*** Opening of ENTRIES SHOWN ***

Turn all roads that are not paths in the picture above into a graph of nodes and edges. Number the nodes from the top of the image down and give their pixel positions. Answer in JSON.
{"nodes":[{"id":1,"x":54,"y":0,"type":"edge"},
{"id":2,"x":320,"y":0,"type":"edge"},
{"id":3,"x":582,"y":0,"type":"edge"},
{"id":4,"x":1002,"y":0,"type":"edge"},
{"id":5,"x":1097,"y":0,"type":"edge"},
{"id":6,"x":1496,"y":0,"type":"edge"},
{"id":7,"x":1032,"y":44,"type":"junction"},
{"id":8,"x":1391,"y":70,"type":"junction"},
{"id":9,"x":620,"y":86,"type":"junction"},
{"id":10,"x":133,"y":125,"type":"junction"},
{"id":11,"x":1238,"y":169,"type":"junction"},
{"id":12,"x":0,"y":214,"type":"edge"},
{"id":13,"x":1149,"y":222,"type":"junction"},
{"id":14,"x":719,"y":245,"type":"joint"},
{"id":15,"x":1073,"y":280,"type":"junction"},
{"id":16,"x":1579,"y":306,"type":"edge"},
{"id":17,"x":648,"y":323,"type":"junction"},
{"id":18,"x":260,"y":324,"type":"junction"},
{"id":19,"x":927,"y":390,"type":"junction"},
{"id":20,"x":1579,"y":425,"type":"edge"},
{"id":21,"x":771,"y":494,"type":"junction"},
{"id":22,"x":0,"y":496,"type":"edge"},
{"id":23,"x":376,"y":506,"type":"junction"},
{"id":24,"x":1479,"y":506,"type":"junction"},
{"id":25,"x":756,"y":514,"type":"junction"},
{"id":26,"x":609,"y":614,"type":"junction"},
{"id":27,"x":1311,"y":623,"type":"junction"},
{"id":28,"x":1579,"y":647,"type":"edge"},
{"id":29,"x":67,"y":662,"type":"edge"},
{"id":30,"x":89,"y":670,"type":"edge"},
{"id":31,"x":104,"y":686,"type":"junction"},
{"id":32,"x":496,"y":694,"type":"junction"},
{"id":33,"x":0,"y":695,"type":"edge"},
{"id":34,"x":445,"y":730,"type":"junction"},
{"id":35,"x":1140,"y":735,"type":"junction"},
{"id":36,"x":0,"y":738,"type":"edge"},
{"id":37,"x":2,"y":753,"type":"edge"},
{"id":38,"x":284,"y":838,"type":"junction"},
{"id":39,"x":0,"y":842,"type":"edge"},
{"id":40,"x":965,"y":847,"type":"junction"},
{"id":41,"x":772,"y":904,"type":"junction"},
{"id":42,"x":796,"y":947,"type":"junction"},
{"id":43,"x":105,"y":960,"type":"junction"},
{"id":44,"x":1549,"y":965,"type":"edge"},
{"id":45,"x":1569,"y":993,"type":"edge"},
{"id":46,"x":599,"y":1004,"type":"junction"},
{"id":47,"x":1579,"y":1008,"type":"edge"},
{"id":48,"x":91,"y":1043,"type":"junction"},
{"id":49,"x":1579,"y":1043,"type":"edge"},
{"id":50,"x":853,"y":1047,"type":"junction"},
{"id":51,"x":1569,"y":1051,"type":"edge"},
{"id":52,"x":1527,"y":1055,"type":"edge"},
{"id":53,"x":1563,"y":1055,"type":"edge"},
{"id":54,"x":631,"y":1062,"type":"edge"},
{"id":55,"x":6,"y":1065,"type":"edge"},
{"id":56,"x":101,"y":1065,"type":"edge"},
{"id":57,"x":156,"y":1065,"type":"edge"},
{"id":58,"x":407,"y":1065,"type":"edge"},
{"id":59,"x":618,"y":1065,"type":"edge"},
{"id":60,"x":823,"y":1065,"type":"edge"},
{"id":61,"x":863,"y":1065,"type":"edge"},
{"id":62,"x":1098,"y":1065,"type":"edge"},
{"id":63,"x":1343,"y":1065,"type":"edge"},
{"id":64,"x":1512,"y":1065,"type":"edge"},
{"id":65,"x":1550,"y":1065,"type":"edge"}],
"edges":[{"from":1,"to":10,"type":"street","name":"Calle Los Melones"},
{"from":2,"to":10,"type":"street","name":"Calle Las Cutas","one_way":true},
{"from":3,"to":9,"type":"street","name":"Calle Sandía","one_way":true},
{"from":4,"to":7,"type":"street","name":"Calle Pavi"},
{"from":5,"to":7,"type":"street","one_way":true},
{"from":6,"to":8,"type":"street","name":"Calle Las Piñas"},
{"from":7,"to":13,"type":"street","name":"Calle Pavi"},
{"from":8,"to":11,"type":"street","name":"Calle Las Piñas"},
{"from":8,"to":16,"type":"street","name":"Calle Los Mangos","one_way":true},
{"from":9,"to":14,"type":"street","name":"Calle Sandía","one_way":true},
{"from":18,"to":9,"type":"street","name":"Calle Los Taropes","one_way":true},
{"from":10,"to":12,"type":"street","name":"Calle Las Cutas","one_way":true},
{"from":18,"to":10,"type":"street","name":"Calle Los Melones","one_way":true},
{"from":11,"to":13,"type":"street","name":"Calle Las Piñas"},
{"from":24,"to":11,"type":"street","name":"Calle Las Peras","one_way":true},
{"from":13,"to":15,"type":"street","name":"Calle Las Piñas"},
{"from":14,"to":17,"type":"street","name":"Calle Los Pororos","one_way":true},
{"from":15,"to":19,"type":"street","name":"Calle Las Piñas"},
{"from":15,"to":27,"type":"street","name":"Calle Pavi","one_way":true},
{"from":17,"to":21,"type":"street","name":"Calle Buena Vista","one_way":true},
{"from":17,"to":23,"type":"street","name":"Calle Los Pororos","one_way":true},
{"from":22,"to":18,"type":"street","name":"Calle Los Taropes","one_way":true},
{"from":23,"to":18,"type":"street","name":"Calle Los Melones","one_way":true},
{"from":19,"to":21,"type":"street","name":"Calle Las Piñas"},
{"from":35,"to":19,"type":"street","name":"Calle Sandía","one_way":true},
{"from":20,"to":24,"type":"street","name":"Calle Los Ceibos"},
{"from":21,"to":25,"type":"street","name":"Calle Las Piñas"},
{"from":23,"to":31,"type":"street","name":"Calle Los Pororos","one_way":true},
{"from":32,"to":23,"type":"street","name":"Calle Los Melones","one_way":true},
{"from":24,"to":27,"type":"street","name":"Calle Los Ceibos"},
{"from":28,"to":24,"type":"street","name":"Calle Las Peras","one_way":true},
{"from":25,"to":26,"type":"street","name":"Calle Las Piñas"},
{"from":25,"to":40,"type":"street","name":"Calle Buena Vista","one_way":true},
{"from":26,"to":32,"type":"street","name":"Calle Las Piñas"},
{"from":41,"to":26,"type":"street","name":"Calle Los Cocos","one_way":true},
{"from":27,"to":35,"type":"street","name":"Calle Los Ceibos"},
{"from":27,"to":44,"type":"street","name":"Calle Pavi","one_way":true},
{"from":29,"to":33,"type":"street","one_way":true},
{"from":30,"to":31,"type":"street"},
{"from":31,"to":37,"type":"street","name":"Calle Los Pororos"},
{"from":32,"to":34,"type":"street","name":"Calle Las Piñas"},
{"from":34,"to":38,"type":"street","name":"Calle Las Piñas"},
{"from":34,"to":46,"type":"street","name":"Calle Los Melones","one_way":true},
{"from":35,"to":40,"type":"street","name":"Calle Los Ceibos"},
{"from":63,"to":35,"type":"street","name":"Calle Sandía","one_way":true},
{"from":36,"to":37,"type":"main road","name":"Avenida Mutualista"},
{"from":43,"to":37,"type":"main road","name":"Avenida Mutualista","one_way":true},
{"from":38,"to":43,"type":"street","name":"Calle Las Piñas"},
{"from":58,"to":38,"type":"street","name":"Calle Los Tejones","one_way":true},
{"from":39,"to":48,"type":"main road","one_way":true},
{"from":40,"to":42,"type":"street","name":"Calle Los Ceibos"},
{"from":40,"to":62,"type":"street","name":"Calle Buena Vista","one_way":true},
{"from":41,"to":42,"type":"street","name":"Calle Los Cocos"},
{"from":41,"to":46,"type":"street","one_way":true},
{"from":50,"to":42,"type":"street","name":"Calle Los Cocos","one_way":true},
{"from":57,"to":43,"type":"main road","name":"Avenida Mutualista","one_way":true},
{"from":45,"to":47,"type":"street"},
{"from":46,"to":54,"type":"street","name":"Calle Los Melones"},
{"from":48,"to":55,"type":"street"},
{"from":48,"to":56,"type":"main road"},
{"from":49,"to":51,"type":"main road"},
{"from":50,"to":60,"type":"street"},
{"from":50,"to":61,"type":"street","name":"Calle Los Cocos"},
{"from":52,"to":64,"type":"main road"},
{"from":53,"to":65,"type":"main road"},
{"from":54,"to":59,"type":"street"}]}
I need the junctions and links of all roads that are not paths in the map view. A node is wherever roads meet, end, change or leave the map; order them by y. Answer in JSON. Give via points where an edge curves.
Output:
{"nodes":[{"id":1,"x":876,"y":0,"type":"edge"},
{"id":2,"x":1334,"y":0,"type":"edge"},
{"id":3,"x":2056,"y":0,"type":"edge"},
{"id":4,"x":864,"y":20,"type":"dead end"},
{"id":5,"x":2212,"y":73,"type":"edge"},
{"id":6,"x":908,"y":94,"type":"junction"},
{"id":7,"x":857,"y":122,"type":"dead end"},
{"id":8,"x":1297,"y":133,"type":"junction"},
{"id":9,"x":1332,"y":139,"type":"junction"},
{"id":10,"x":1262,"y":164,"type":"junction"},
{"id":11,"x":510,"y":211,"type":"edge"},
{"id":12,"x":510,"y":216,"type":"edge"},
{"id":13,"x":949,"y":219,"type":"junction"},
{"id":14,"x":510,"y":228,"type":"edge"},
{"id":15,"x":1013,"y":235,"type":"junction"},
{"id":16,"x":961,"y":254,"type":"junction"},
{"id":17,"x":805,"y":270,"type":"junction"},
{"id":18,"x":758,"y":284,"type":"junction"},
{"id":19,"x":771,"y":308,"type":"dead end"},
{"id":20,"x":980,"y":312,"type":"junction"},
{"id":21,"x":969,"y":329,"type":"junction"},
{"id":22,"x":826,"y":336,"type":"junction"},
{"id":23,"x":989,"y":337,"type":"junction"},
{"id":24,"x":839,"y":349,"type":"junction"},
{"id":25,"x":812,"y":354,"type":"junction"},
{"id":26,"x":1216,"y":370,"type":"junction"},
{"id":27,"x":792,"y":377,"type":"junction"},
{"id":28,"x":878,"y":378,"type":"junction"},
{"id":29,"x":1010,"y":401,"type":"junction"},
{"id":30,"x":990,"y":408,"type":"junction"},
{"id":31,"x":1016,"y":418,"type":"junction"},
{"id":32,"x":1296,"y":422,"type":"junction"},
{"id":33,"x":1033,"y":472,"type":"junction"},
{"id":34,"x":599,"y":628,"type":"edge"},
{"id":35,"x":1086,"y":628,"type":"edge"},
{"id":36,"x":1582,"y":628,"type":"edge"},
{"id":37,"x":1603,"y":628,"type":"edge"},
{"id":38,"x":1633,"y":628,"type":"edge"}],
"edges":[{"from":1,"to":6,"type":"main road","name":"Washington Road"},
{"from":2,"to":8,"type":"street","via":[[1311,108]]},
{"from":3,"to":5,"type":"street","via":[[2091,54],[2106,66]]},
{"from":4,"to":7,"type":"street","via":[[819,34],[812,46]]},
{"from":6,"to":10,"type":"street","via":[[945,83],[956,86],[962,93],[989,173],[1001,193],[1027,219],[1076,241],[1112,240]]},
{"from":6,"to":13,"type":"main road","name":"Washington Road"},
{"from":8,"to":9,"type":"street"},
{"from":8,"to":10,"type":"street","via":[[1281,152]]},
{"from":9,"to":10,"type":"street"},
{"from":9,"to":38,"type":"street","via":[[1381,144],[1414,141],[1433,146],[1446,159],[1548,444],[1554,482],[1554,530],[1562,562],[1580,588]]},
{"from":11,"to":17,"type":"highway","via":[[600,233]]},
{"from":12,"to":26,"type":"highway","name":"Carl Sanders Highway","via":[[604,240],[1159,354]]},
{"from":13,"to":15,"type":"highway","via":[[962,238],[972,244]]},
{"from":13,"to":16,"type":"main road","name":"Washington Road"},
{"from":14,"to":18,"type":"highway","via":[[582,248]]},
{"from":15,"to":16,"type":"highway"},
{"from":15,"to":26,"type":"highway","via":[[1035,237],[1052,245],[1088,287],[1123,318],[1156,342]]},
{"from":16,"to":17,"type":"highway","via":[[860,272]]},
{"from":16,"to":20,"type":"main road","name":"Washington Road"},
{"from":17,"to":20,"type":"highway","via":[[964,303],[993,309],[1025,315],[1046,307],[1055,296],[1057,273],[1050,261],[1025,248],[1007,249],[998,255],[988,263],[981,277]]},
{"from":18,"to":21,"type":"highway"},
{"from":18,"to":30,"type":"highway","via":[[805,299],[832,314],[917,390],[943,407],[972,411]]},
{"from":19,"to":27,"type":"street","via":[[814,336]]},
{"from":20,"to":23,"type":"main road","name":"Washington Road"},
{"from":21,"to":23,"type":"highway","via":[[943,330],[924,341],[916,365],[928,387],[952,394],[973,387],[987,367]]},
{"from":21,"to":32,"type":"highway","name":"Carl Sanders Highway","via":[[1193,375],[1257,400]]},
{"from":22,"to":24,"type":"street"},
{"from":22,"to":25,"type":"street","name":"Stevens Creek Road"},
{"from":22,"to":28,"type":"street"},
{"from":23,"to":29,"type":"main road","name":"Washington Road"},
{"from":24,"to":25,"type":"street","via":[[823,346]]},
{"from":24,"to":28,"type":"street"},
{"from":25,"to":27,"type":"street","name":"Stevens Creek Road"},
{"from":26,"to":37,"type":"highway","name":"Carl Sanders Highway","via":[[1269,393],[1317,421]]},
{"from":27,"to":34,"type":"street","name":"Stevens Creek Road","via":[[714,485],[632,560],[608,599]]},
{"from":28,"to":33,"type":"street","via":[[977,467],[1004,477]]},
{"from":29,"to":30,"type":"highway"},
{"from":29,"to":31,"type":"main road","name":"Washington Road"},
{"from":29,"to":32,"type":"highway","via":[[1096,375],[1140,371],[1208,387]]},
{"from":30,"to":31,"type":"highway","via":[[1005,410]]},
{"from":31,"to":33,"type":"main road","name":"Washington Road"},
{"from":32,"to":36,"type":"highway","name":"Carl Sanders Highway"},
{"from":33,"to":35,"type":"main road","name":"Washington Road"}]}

*** Close of ENTRIES SHOWN ***

_EXERCISE DIRECTIONS:_ Among the records, find every line with the word "Peras" and copy it.

_ANSWER FOR THE TASK:_
{"from":24,"to":11,"type":"street","name":"Calle Las Peras","one_way":true},
{"from":28,"to":24,"type":"street","name":"Calle Las Peras","one_way":true},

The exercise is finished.